##### Data records
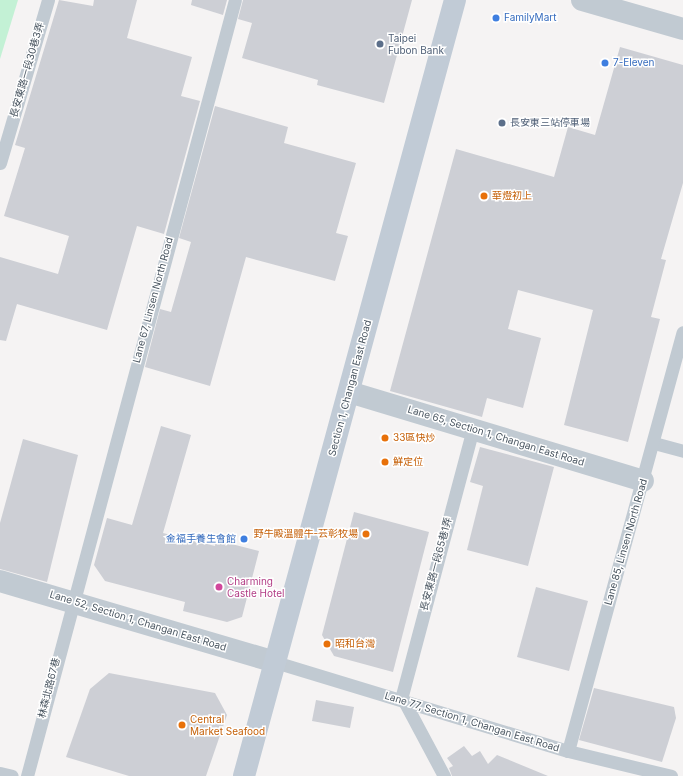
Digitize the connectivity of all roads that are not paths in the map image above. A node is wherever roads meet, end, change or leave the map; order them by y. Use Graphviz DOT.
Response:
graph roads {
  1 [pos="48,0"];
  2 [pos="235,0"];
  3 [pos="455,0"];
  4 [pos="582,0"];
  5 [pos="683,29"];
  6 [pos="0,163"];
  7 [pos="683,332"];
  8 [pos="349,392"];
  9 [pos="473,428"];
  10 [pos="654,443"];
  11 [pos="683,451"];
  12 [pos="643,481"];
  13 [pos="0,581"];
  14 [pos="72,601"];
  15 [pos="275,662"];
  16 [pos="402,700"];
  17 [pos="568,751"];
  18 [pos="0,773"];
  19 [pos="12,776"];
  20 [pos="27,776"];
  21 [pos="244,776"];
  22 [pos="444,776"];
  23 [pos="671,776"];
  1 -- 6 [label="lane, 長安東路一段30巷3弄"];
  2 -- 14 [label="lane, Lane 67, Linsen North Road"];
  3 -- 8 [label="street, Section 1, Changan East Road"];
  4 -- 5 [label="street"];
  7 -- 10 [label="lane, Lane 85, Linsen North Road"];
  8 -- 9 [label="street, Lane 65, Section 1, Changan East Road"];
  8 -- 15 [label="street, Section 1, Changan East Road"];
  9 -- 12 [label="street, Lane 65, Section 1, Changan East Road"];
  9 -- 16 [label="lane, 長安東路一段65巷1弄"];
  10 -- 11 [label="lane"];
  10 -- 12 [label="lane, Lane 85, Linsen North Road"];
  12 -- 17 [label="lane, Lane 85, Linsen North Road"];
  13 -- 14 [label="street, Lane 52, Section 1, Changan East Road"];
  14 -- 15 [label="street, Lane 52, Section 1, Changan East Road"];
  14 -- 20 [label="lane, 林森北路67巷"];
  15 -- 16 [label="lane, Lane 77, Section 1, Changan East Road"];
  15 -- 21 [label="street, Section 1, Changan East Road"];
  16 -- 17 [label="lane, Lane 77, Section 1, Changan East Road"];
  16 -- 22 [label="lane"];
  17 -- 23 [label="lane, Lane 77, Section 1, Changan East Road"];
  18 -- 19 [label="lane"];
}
##########
[What you have to do] Each line above that has the word "Section" must be copied.

[Answer box]
  3 -- 8 [label="street, Section 1, Changan East Road"];
  8 -- 9 [label="street, Lane 65, Section 1, Changan East Road"];
  8 -- 15 [label="street, Section 1, Changan East Road"];
  9 -- 12 [label="street, Lane 65, Section 1, Changan East Road"];
  13 -- 14 [label="street, Lane 52, Section 1, Changan East Road"];
  14 -- 15 [label="street, Lane 52, Section 1, Changan East Road"];
  15 -- 16 [label="lane, Lane 77, Section 1, Changan East Road"];
  15 -- 21 [label="street, Section 1, Changan East Road"];
  16 -- 17 [label="lane, Lane 77, Section 1, Changan East Road"];
  17 -- 23 [label="lane, Lane 77, Section 1, Changan East Road"];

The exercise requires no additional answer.